Op het perceel Kadijk 12 te Lemmer is sprake van het op- en overslaan van consumentenvuurwerk. Voor de inrichting is in 2008 door de provincie een milieuvergunning afgegeven. De inrichting voldoet aan de landelijke wet- en regelgeving zoals deze opgenomen is in het Besluit risico's zware ongevallen (BRZO 1999) en het Vuurwerkbesluit. De veiligheidsafstanden die samenhangen met de activiteiten op het perceel Kadijk 12 liggen buiten het plangebied. De vuurwerkopslag brengt voor het plangebied daarom geen externe veiligheidseffecten met zich mee.

Buisleiding

In de directe nabijheid van het plangebied liggen geen buisleidingen waardoor vervoer van gevaarlijke stoffen plaatsvindt. Er zijn in dit kader dan ook geen externe veiligheidseffecten waarmee rekening moet worden gehouden.

Vervoer gevaarlijke stoffen

Over het Prinses Margrietkanaal vindt vervoer van gevaarlijke stoffen plaats. In het "Basisnet Vervoer gevaarlijke stoffen" (4 december 2008) en het rapport "Knelpunten & aandachtspunten vervoer van gevaarlijke stoffen door Fryslân" is aangegeven dat vervoer van gevaarlijke stoffen plaatsvindt over het Prinses Margrietkanaal.

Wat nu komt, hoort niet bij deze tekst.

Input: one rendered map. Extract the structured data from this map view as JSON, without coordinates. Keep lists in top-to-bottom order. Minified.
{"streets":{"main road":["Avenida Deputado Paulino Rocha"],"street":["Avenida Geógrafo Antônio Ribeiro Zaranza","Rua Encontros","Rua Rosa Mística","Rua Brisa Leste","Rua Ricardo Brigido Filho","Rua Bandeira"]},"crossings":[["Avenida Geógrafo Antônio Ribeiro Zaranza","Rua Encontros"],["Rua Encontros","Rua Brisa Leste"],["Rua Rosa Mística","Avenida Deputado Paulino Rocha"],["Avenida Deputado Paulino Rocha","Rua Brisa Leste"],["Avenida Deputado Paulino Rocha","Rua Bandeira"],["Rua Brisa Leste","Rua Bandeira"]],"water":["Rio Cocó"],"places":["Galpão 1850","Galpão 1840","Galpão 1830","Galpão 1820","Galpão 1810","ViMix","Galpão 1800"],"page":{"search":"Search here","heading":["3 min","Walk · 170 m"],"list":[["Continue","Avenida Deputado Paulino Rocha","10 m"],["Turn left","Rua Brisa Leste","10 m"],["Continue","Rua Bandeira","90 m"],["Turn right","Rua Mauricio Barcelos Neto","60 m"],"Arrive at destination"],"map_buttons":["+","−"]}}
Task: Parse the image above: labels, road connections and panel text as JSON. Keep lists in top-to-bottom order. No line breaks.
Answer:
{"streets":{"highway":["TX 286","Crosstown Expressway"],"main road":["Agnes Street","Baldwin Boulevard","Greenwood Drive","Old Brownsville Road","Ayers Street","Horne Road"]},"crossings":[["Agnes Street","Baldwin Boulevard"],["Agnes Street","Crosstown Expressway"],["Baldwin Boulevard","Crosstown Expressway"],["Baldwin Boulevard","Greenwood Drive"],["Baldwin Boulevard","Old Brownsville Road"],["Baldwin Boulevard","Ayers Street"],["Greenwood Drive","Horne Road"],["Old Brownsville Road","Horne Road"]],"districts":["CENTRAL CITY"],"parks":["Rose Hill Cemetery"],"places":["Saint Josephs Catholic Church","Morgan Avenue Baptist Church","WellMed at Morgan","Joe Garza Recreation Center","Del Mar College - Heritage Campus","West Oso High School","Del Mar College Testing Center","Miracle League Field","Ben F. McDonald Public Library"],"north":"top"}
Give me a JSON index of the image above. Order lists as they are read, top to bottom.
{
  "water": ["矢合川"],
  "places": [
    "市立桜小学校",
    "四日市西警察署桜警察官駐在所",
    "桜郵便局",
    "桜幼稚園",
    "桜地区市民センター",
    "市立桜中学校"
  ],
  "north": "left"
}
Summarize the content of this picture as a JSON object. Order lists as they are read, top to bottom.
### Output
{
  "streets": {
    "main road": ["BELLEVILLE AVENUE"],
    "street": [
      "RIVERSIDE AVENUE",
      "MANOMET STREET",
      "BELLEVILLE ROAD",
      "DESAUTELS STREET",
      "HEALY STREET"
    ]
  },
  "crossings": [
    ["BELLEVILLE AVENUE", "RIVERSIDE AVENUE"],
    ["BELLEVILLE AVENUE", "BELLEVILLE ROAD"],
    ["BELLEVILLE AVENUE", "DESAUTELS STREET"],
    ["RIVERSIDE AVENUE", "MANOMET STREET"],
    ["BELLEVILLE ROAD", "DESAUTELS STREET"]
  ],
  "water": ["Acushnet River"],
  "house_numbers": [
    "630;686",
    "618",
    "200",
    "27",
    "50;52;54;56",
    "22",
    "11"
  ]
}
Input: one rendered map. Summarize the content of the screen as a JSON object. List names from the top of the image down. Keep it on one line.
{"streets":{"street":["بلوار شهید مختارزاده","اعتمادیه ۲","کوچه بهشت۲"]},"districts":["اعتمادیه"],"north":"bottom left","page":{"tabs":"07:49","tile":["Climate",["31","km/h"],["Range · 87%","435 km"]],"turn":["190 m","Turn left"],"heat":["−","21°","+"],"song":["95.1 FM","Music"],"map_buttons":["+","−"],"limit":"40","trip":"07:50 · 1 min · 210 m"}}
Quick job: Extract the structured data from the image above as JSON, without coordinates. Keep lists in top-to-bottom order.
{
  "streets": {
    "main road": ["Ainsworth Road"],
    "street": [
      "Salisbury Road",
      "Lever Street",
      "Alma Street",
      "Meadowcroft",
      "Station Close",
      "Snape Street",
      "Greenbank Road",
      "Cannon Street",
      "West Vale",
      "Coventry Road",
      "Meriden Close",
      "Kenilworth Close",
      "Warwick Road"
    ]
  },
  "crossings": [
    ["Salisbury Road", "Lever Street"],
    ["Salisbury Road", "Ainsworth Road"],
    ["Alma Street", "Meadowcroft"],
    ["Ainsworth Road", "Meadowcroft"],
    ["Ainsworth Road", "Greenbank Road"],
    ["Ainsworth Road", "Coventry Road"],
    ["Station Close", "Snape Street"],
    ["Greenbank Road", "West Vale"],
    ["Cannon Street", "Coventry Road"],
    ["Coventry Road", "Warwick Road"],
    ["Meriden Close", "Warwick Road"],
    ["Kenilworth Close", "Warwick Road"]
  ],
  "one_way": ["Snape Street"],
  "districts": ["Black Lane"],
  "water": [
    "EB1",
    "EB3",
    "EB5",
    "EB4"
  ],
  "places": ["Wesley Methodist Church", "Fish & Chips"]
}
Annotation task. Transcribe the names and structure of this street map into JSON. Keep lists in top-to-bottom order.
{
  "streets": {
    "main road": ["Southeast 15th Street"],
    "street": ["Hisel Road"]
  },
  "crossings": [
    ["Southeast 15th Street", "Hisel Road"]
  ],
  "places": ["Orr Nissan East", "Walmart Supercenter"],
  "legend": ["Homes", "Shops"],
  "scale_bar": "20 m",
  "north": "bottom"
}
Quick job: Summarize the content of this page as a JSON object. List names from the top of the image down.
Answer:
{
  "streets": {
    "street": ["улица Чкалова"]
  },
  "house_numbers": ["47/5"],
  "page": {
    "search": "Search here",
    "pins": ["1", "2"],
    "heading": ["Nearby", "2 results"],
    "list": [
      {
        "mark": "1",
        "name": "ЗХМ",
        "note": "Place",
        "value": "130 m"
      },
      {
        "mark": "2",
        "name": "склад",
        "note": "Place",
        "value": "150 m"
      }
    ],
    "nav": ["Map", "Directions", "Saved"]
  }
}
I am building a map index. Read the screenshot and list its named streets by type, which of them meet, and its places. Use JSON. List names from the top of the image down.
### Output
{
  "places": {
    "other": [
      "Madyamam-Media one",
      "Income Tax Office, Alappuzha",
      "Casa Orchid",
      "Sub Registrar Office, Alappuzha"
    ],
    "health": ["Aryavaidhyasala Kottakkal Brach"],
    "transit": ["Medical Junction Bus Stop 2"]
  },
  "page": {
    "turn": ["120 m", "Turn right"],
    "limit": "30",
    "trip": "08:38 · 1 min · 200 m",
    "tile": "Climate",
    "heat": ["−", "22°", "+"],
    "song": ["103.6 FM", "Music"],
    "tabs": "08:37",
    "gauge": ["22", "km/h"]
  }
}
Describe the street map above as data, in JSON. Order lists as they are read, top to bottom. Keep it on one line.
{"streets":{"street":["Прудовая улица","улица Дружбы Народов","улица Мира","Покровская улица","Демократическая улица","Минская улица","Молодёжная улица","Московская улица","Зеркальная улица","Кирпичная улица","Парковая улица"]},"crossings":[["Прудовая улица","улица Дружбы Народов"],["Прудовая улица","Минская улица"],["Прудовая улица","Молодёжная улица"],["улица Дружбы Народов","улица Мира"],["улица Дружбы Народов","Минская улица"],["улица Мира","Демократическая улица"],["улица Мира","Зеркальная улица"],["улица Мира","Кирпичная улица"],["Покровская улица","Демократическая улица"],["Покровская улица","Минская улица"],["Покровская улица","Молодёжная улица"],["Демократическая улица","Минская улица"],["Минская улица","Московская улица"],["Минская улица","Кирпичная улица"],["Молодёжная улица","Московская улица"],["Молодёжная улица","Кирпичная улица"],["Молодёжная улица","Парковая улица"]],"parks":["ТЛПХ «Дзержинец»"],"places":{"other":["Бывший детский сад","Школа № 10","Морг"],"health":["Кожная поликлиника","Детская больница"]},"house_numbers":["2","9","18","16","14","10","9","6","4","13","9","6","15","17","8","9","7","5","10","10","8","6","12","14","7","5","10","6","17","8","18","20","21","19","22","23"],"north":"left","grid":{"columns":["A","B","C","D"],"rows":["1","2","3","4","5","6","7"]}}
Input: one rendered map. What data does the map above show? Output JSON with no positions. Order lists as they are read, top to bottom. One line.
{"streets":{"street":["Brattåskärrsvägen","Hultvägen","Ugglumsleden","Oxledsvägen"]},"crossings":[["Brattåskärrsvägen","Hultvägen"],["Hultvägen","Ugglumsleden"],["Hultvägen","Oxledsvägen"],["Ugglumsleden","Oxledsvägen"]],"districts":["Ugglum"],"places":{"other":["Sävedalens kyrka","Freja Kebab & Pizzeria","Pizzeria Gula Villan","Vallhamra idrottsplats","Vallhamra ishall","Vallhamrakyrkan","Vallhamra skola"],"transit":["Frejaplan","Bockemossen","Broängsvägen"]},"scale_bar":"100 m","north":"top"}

In het Basisnet Vervoer gevaarlijke stoffen is de route aangegeven als "binnenvaartverbinding chemische clusters & achterlandverbindingen met plasbrandsaandachtsgebied". Het betreft een vaarweg waar regelmatig vervoer van brandbare vloeistoffen plaatsvindt. Het plasbrandsaandachtsgebied heeft een zone van 25 meter. In het rapport wordt geconcludeerd dat er in de huidige situatie nergens in Fryslân een overschrijding van de oriënteringswaarde van het groepsrisico en ook geen overschrijding van de normen van het plaatsgebonden risico is.